Sent from my SGH-M919 using Ohub Campfire mobile app


----------



## hydroracer (Jan 13, 2014)

I have heard some things about Ceasers Creek and East Fork..but not much positive..any other lakes around..or is the fishing pretty good there??


----------



## Bassky (Oct 7, 2008)

Armco Warren Co Park has a nice lake on SR741 north of Lebanon. Cowan Lake is a good lake, Caesars Creek Lake, Little Miami River, Great Miami River near Middletown lots of access, Acton Lake Hueston Woods SP. For Crappie, East Fork Lake near Batavia and Brookville Lake in Brookville, IN are good lakes. I like the Ohio River and its tribs for just about any species of fish.
Bassky


----------



## sammerguy (Jun 7, 2011)

Acton Lake has some awesome Channel catfishing.

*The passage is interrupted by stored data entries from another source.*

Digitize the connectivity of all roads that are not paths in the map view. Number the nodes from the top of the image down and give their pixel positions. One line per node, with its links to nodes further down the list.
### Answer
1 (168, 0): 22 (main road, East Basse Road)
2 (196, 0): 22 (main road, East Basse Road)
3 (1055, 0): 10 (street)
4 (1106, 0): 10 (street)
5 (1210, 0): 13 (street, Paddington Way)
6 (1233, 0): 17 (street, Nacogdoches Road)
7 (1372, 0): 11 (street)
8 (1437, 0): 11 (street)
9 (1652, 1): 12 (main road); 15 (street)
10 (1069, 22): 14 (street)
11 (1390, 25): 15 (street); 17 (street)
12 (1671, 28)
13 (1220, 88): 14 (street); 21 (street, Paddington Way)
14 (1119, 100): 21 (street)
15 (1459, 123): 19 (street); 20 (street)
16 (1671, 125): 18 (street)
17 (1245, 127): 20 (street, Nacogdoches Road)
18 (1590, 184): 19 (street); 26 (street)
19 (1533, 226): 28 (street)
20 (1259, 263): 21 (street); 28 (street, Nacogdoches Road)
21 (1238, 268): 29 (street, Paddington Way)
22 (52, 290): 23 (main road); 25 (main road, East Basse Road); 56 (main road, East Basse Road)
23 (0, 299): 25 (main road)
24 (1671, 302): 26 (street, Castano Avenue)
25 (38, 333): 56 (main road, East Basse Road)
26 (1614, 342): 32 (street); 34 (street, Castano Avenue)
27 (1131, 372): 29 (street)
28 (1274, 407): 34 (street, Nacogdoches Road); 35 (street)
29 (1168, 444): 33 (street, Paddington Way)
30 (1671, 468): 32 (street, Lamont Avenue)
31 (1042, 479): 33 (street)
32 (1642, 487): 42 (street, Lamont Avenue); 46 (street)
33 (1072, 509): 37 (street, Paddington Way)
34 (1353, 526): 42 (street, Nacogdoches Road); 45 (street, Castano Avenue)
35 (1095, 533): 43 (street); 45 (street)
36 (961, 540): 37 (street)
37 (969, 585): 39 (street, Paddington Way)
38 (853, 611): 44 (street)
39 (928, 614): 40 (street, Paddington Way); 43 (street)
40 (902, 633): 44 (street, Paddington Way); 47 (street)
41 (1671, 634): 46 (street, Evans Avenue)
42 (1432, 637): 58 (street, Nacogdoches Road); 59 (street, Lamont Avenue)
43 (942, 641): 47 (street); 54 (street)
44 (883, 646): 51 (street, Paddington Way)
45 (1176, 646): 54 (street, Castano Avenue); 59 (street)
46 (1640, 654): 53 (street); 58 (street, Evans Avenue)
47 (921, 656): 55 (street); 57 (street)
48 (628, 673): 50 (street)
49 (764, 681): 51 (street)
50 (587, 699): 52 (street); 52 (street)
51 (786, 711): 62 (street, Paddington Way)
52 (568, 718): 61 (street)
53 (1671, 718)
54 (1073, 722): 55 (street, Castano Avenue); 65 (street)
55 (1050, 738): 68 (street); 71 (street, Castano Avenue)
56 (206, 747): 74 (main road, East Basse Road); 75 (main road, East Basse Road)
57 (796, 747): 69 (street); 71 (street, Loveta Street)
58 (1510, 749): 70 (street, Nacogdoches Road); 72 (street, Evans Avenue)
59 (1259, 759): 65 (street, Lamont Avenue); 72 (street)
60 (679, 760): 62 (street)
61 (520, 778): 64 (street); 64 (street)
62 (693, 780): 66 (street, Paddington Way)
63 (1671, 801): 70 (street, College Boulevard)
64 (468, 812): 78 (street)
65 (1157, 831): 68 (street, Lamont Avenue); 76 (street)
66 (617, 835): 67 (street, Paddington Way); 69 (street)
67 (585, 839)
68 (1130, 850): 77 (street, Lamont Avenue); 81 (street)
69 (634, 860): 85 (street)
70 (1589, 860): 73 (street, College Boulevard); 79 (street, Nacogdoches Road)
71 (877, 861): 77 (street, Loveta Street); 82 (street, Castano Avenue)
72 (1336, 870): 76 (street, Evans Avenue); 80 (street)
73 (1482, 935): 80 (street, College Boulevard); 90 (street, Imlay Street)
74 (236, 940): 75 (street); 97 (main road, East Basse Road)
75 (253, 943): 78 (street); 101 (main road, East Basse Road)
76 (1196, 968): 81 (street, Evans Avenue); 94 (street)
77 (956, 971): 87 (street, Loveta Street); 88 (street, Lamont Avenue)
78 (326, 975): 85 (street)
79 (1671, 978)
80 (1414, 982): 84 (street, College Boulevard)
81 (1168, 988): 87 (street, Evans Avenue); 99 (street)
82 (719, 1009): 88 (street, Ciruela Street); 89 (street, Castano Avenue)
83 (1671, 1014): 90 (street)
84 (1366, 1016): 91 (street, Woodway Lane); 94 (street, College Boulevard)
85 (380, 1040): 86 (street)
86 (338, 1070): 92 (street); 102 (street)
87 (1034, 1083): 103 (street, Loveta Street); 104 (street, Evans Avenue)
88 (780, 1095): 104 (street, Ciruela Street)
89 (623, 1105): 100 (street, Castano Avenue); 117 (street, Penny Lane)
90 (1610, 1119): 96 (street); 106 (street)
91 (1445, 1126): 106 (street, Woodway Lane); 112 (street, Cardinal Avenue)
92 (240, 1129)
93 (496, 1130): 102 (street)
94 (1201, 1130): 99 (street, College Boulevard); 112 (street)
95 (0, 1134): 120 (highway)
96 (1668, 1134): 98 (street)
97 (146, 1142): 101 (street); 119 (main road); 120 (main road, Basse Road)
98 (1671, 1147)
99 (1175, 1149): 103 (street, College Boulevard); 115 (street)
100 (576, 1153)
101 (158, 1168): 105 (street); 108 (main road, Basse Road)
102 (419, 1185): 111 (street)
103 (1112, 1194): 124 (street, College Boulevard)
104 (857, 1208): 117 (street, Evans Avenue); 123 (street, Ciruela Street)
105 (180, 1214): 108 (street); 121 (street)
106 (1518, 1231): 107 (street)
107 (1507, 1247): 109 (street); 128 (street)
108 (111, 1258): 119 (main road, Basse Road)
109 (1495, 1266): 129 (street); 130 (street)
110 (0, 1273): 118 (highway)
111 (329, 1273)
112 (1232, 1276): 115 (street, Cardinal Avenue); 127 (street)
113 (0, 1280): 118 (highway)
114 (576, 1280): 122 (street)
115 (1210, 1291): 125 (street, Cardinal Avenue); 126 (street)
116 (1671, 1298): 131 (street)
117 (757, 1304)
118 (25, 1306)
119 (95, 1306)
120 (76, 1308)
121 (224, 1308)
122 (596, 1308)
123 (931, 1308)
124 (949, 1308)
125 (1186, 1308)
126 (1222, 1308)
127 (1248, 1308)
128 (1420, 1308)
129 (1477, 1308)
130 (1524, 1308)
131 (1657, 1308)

If you like that sort of thing, which I do!


----------



## h2owolf (Apr 23, 2012)

hydroracer said:


> I have heard some things about Ceasers Creek and East Fork..but not much positive..any other lakes around..or is the fishing pretty good there??


Hydro,
Welcome to Lebanon area, I live there also. 
Good fishing for bass, crappie, bluegill, musky, & catfish at Ceaser's Creek, East Fork, & Cowan. 
Do you have a boat? It will be needed to fish these lakes. 
Each lake is good, but takes time to learn each for whichever species you are targeting. What area are you coming in from?? 
PM me when you get settled & we can go together, I fish C.Creek often, mostly for crappies. 
What is your species preference??


----------



## GoneFishin75 (May 14, 2012)

Regarding the other responses, I couldn't have said it better myself. To maximize your enjoyment on those lakes you definitely need a boat and need to put some time in to learn them since they're big lakes. Like Bassky I'm more partial to the big O and it's tribs due to the fast pace action most of the year and not to mention the giants you can catch, also they offer beautiful scenic views, so whether you're fishing or want to wow your lady(s) you can't go wrong with big O & it's tribs 

Sent from my SGH-M919 using Ohub Campfire mobile app


----------



## hydroracer (Jan 13, 2014)

Thanks guys! Yes, I do have a boat. What kind of boat can I get into the Little Miami?


----------



## hydroracer (Jan 13, 2014)

I love to fish for bass, sauger, walleye, but open to catch anything. Just live to fish.


----------



## CantCatchNoFish (Aug 7, 2013)

hydroracer said:


> Thanks guys! Yes, I do have a boat. What kind of boat can I get into the Little Miami?[/QUOTE
> 
> Anything over 2 AP would be overkill.


----------



## Bazzin05 (Feb 2, 2011)

What kind of boat do you have? With a prop boat you can only make it a few miles up the LMR before you hit riffles that are too shallow for a prop boat.


----------



## GarrettMyers (May 16, 2011)

hydroracer said:


> Thanks guys! Yes, I do have a boat. What kind of boat can I get into the Little Miami?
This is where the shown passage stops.